Exactly as written, output each record given below.
==*==
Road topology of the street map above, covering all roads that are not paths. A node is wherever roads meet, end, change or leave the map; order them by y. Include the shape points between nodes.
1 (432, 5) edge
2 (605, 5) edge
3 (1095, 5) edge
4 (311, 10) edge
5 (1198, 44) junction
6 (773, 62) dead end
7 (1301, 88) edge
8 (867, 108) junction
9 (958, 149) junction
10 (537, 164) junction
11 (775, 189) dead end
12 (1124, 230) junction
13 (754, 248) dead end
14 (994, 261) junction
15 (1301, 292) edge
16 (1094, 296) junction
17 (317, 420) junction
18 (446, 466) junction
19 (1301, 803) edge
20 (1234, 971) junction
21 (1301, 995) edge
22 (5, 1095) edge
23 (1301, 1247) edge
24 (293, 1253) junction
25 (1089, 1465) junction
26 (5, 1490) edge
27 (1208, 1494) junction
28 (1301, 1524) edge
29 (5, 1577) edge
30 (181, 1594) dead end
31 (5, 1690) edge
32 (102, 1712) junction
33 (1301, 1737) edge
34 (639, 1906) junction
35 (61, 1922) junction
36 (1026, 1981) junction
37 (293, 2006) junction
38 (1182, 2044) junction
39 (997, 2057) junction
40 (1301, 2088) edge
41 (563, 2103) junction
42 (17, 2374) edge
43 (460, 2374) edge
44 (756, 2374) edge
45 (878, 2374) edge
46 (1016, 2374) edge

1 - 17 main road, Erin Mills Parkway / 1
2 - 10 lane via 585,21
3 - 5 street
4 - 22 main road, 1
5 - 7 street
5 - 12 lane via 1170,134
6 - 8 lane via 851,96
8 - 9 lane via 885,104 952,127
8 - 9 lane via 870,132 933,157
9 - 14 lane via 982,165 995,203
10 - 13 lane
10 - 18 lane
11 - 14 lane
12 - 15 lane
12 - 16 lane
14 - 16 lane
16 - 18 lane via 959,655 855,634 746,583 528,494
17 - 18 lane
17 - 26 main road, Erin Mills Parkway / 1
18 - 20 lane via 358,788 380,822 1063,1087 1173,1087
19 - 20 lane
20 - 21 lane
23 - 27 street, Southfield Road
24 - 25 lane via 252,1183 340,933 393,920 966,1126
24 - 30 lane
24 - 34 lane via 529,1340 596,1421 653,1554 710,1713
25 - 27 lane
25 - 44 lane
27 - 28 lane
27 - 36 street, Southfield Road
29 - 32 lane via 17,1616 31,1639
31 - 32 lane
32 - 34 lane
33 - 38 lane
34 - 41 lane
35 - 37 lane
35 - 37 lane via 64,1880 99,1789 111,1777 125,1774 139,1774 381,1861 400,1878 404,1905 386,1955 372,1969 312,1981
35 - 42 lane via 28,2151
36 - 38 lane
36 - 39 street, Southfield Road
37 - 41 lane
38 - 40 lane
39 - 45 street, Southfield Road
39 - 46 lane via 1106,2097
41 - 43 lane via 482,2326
==*==
▶ _Solved problem_:
Road topology of the street map above, covering all roads that are not paths. A node is wherever roads meet, end, change or leave the map; order them by y. Include the shape points between nodes.
1 (432, 5) edge
2 (605, 5) edge
3 (1095, 5) edge
4 (311, 10) edge
5 (1198, 44) junction
6 (773, 62) dead end
7 (1301, 88) edge
8 (867, 108) junction
9 (958, 149) junction
10 (537, 164) junction
11 (775, 189) dead end
12 (1124, 230) junction
13 (754, 248) dead end
14 (994, 261) junction
15 (1301, 292) edge
16 (1094, 296) junction
17 (317, 420) junction
18 (446, 466) junction
19 (1301, 803) edge
20 (1234, 971) junction
21 (1301, 995) edge
22 (5, 1095) edge
23 (1301, 1247) edge
24 (293, 1253) junction
25 (1089, 1465) junction
26 (5, 1490) edge
27 (1208, 1494) junction
28 (1301, 1524) edge
29 (5, 1577) edge
30 (181, 1594) dead end
31 (5, 1690) edge
32 (102, 1712) junction
33 (1301, 1737) edge
34 (639, 1906) junction
35 (61, 1922) junction
36 (1026, 1981) junction
37 (293, 2006) junction
38 (1182, 2044) junction
39 (997, 2057) junction
40 (1301, 2088) edge
41 (563, 2103) junction
42 (17, 2374) edge
43 (460, 2374) edge
44 (756, 2374) edge
45 (878, 2374) edge
46 (1016, 2374) edge

1 - 17 main road, Erin Mills Parkway / 1
2 - 10 lane via 585,21
3 - 5 street
4 - 22 main road, 1
5 - 7 street
5 - 12 lane via 1170,134
6 - 8 lane via 851,96
8 - 9 lane via 885,104 952,127
8 - 9 lane via 870,132 933,157
9 - 14 lane via 982,165 995,203
10 - 13 lane
10 - 18 lane
11 - 14 lane
12 - 15 lane
12 - 16 lane
14 - 16 lane
16 - 18 lane via 959,655 855,634 746,583 528,494
17 - 18 lane
17 - 26 main road, Erin Mills Parkway / 1
18 - 20 lane via 358,788 380,822 1063,1087 1173,1087
19 - 20 lane
20 - 21 lane
23 - 27 street, Southfield Road
24 - 25 lane via 252,1183 340,933 393,920 966,1126
24 - 30 lane
24 - 34 lane via 529,1340 596,1421 653,1554 710,1713
25 - 27 lane
25 - 44 lane
27 - 28 lane
27 - 36 street, Southfield Road
29 - 32 lane via 17,1616 31,1639
31 - 32 lane
32 - 34 lane
33 - 38 lane
34 - 41 lane
35 - 37 lane
35 - 37 lane via 64,1880 99,1789 111,1777 125,1774 139,1774 381,1861 400,1878 404,1905 386,1955 372,1969 312,1981
35 - 42 lane via 28,2151
36 - 38 lane
36 - 39 street, Southfield Road
37 - 41 lane
38 - 40 lane
39 - 45 street, Southfield Road
39 - 46 lane via 1106,2097
41 - 43 lane via 482,2326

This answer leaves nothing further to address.